■ Problem to solve ■
Within this material, how many lines include the word "Right"? Answer with a number and nothing more.

■ Entries provided ■

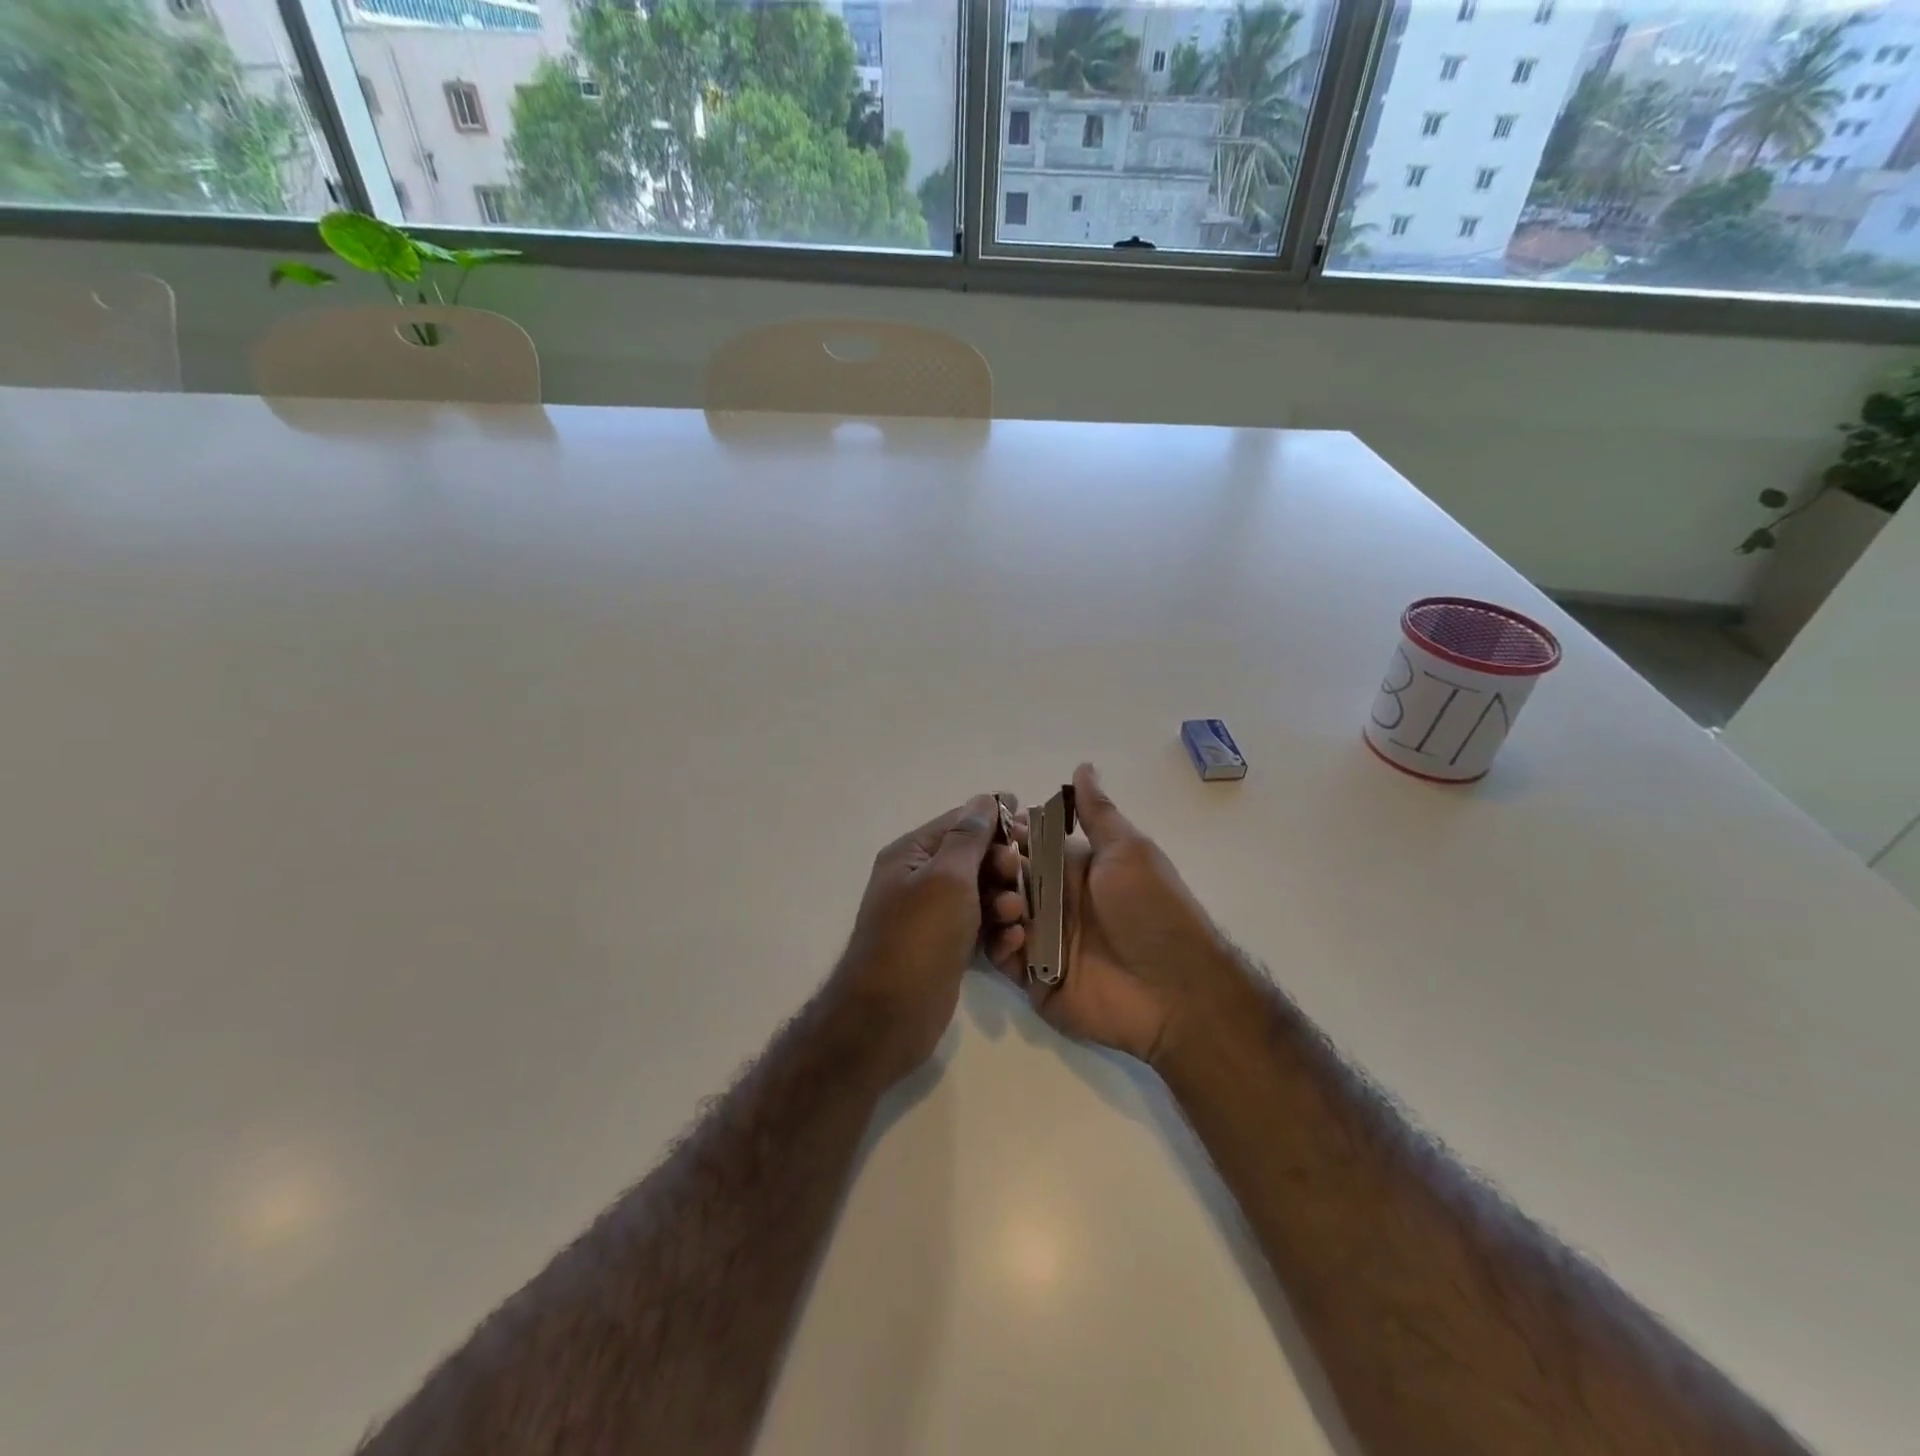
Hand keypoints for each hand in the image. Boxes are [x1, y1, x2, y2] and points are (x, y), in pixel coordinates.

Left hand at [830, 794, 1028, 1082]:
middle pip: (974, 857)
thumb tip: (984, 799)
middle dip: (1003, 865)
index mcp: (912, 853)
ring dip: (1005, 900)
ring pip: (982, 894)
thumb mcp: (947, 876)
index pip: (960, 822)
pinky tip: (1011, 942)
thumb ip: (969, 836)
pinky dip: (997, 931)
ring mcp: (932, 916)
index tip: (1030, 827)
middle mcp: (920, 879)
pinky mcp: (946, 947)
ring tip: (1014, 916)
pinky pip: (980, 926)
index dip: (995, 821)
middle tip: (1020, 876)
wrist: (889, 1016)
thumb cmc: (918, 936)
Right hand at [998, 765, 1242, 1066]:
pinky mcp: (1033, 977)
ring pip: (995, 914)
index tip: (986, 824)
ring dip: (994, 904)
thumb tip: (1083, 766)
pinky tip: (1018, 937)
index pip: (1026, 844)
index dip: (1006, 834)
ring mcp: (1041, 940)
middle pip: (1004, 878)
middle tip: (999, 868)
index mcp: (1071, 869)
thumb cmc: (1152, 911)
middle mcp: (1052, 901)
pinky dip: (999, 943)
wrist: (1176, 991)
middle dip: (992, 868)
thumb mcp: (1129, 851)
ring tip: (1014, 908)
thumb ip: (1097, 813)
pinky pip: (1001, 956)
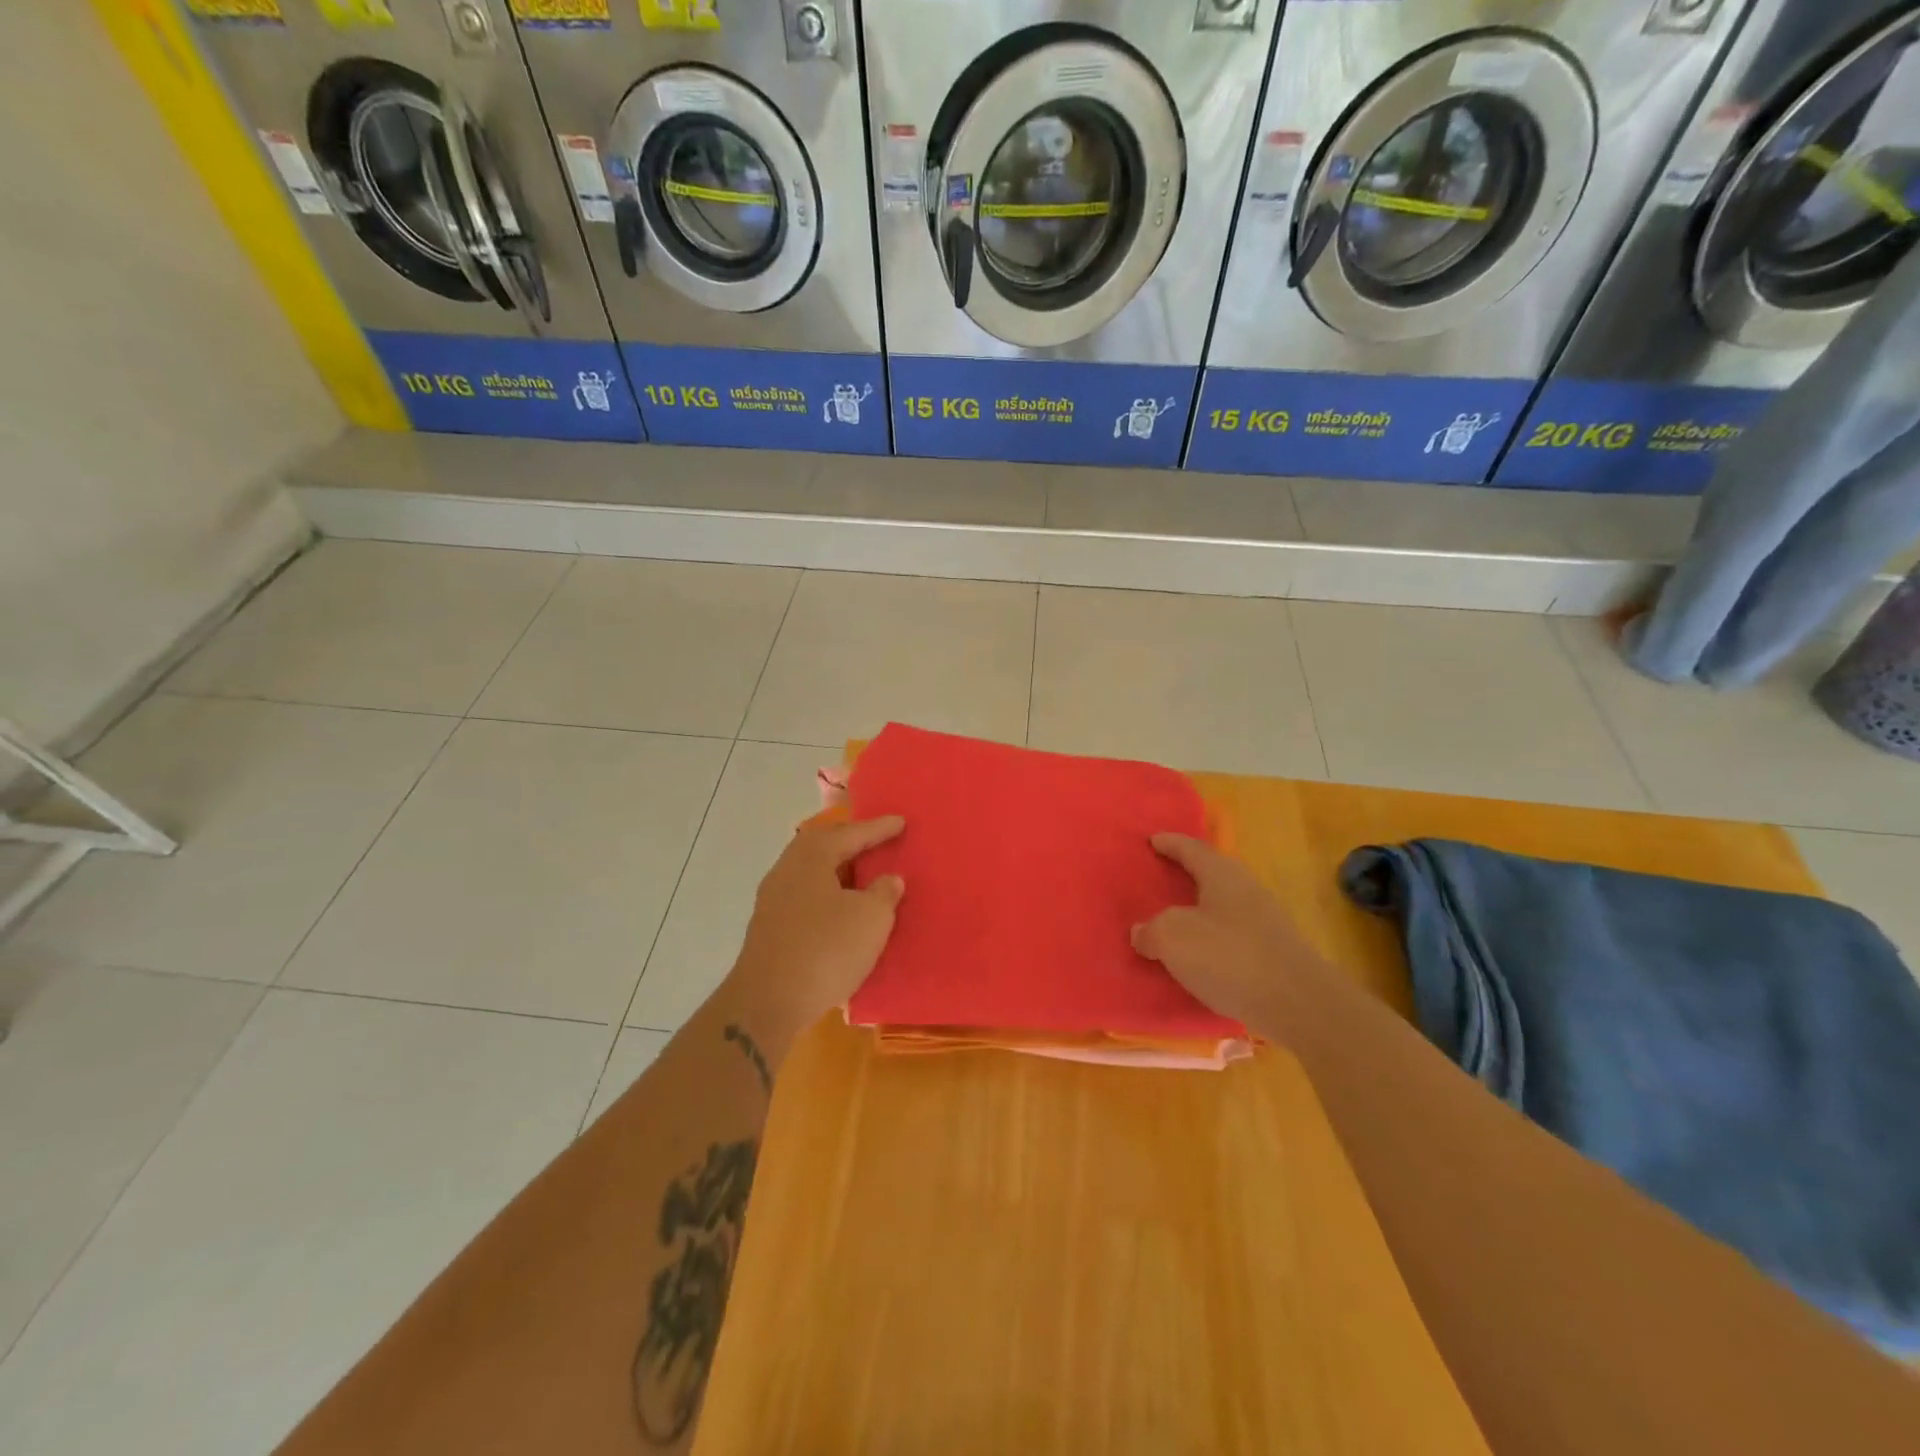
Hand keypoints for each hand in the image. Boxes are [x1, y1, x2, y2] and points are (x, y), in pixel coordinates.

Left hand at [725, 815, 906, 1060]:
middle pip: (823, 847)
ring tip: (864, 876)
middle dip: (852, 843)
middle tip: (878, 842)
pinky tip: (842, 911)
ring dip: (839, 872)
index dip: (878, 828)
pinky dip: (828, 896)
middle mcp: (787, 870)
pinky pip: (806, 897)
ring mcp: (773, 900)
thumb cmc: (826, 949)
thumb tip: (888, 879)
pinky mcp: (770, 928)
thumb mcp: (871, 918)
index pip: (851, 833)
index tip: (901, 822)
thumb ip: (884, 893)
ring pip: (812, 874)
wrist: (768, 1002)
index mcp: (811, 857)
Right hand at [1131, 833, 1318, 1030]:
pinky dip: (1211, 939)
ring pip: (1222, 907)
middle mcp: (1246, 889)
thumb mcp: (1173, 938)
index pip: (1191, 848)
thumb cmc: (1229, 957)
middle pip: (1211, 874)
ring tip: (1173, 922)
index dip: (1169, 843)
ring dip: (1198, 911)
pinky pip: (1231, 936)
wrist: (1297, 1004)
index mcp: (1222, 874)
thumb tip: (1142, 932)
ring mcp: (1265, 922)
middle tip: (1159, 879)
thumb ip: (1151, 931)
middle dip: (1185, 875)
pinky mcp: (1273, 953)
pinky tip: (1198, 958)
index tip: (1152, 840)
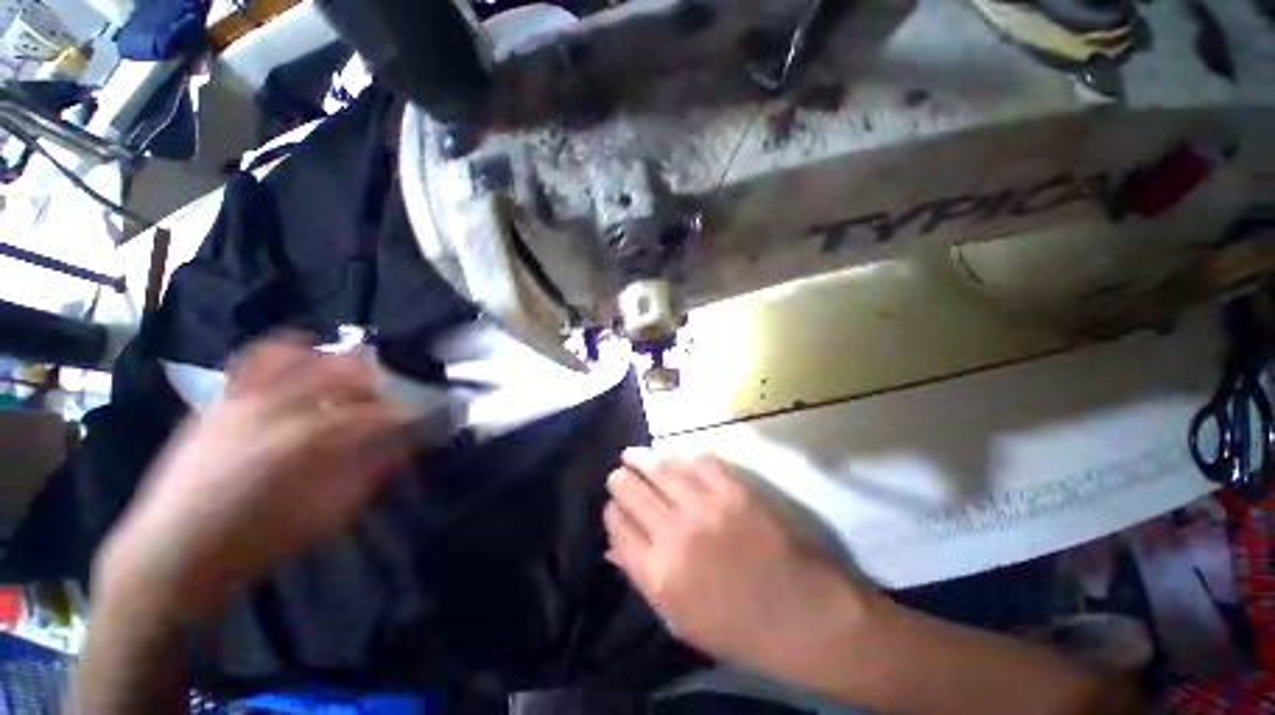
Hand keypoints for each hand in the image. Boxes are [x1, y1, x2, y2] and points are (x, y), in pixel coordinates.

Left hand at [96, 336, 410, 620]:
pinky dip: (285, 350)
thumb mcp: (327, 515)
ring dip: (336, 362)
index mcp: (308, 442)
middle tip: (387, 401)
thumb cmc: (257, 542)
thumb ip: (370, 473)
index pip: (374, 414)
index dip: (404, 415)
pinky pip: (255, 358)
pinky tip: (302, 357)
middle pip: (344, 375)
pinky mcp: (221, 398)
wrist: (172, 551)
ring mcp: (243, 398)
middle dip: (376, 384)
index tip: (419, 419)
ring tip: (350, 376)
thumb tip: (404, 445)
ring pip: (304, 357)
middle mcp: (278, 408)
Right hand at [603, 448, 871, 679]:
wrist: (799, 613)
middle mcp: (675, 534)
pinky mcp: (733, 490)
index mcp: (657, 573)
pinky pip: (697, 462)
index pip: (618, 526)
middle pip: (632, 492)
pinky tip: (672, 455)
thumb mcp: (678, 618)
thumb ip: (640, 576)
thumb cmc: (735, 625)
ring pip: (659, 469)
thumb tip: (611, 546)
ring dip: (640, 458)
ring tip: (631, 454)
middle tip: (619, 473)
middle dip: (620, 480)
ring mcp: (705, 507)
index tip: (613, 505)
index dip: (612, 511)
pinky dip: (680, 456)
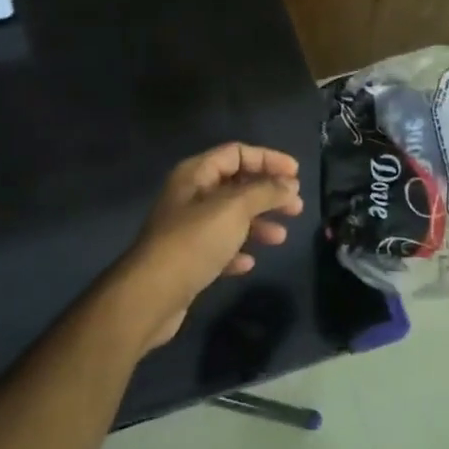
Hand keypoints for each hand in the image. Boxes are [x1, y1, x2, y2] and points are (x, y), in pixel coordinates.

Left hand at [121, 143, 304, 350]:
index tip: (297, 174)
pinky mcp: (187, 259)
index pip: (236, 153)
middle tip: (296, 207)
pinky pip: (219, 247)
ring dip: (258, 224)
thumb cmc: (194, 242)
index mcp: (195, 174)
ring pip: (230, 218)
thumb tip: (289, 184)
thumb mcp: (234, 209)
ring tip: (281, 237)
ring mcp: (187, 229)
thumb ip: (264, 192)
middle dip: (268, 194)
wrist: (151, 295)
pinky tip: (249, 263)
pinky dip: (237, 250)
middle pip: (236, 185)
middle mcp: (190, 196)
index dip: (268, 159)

■ Finished task ■
3